Required work: Read through the listing below and copy each line in which the word "labels" occurs.

------------------------------------

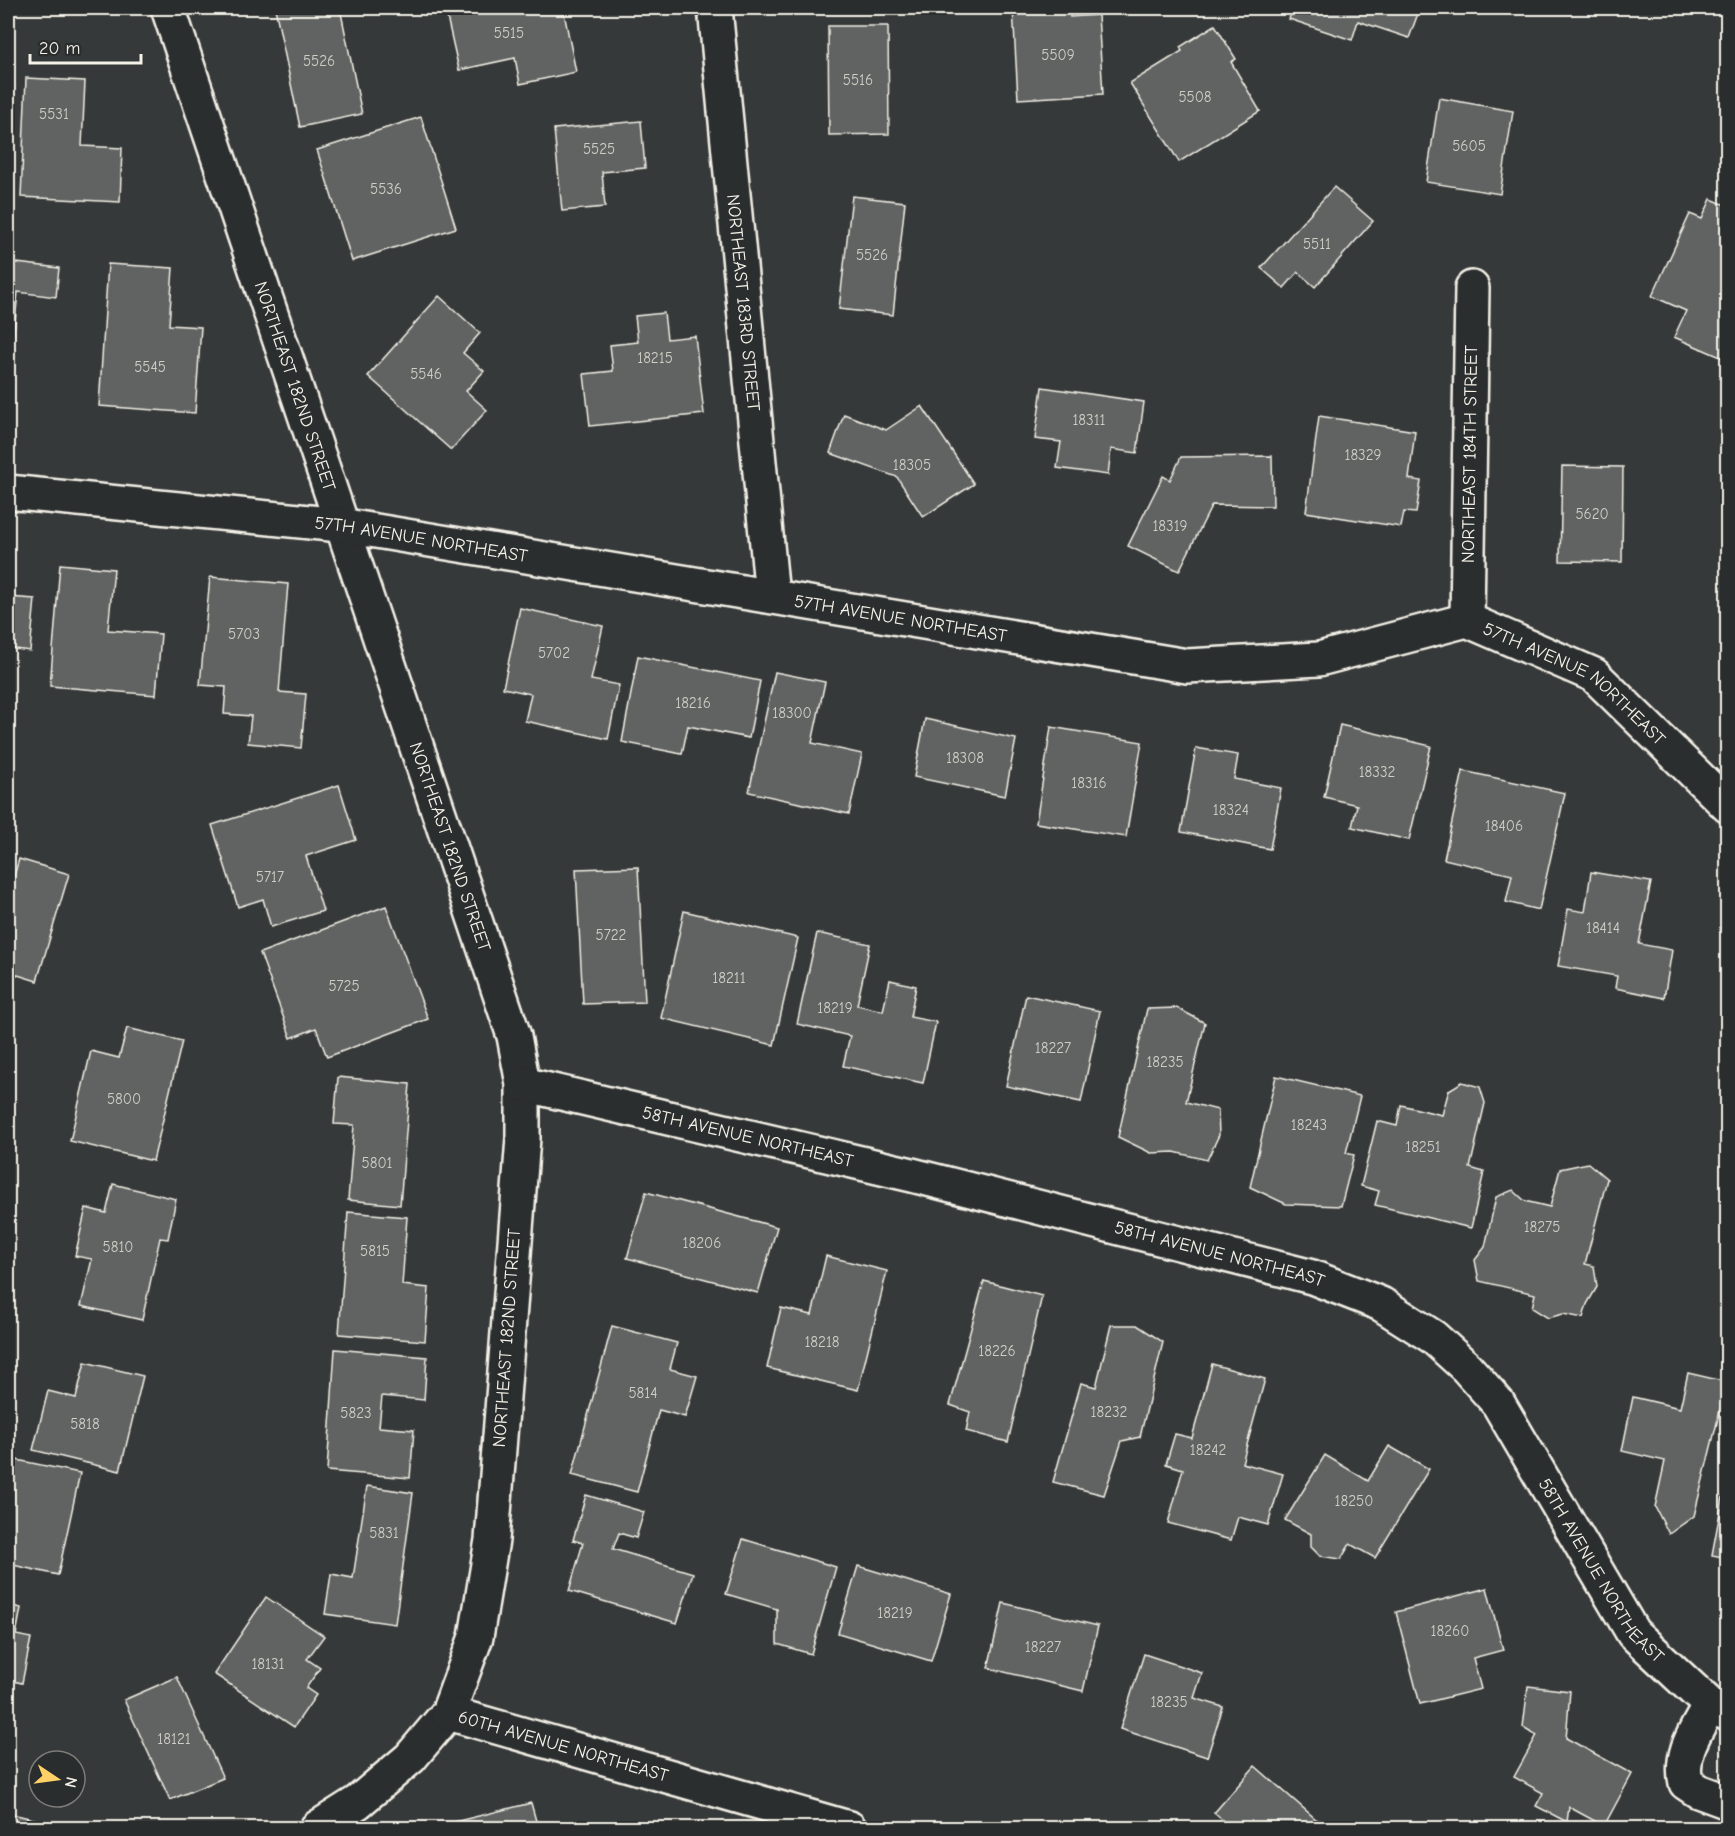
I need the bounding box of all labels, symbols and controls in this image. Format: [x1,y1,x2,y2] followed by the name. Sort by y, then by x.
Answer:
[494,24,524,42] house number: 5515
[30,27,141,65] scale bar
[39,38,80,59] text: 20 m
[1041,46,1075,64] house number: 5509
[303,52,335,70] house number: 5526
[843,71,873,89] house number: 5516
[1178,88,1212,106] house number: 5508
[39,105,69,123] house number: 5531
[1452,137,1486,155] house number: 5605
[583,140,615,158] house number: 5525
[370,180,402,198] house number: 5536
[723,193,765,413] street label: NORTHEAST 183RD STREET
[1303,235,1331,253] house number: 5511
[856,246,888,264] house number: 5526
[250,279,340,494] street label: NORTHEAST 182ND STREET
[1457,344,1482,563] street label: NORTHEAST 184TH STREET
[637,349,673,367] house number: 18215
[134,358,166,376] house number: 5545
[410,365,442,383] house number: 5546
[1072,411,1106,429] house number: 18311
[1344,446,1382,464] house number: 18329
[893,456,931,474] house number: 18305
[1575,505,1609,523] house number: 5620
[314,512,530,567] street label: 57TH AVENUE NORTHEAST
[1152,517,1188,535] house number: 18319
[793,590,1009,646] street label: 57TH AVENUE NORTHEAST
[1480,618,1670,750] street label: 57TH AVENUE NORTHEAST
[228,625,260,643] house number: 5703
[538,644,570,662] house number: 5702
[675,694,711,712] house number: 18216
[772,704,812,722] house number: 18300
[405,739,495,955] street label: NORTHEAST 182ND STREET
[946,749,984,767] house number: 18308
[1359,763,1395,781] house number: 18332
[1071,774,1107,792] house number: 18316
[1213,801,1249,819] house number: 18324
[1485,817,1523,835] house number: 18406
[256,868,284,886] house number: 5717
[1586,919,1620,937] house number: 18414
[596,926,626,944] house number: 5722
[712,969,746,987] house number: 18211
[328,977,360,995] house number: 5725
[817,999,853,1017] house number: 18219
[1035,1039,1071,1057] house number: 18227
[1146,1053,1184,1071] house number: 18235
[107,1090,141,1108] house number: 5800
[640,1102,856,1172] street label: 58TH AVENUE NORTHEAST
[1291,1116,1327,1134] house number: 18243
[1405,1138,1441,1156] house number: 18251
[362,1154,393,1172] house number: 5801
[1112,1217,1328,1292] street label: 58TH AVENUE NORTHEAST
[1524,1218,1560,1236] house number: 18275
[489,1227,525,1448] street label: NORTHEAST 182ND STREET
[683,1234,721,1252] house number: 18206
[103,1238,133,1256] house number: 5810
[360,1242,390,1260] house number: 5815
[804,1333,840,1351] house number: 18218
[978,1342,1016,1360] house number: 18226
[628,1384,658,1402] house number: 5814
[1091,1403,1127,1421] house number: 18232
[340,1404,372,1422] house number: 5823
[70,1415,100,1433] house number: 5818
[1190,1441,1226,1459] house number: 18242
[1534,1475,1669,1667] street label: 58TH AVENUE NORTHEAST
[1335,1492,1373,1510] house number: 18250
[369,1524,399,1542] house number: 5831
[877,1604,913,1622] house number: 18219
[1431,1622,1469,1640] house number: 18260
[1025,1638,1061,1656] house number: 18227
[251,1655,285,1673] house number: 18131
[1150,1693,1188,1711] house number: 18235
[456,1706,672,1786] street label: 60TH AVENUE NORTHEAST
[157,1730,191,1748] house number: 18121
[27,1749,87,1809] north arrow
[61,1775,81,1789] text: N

------------------------------------

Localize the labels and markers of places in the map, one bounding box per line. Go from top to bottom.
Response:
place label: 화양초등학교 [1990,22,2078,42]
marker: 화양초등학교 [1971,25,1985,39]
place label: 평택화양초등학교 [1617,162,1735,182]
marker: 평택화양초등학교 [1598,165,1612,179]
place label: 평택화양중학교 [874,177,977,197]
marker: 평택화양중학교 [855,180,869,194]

------------------------------------

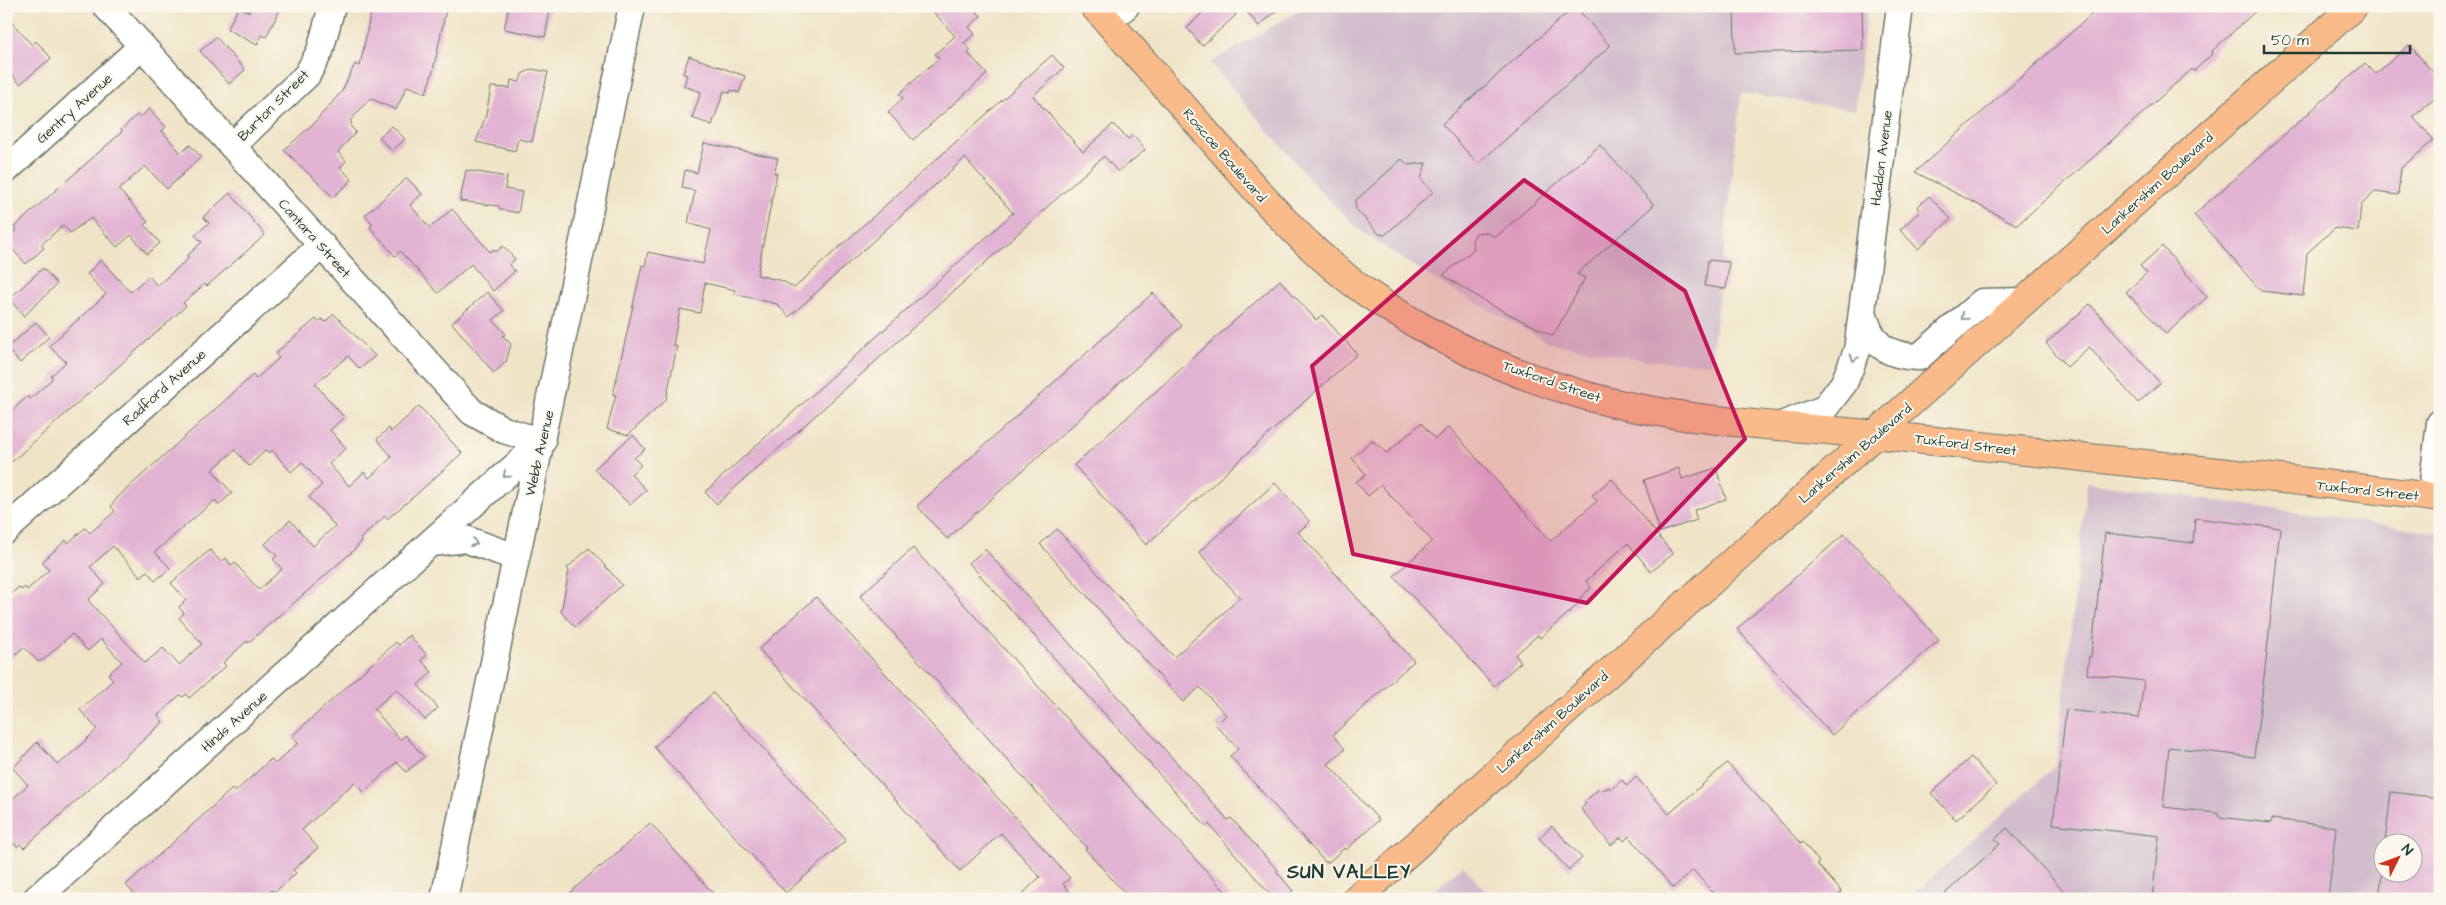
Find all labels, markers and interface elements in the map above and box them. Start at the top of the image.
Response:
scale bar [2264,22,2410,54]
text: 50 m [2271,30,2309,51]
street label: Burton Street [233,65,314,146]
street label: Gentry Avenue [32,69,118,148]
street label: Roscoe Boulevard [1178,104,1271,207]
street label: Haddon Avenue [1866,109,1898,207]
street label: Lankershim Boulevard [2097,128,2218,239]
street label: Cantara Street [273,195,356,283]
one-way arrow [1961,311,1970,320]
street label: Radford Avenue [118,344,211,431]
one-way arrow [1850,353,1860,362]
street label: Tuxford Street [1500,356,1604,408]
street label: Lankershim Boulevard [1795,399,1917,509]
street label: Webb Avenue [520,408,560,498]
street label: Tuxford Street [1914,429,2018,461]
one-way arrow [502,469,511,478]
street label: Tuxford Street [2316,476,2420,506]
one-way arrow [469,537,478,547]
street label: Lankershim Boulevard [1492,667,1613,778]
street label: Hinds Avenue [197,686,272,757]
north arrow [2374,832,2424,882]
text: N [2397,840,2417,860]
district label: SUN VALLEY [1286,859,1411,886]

------------------------------------

Response to this exercise:
I need the bounding box of all labels, symbols and controls in this image. Format: [x1,y1,x2,y2] followed by the name. Sort by y, then by x.
Localize the labels and markers of places in the map, one bounding box per line. Go from top to bottom.
Find all labels, markers and interface elements in the map above and box them. Start at the top of the image.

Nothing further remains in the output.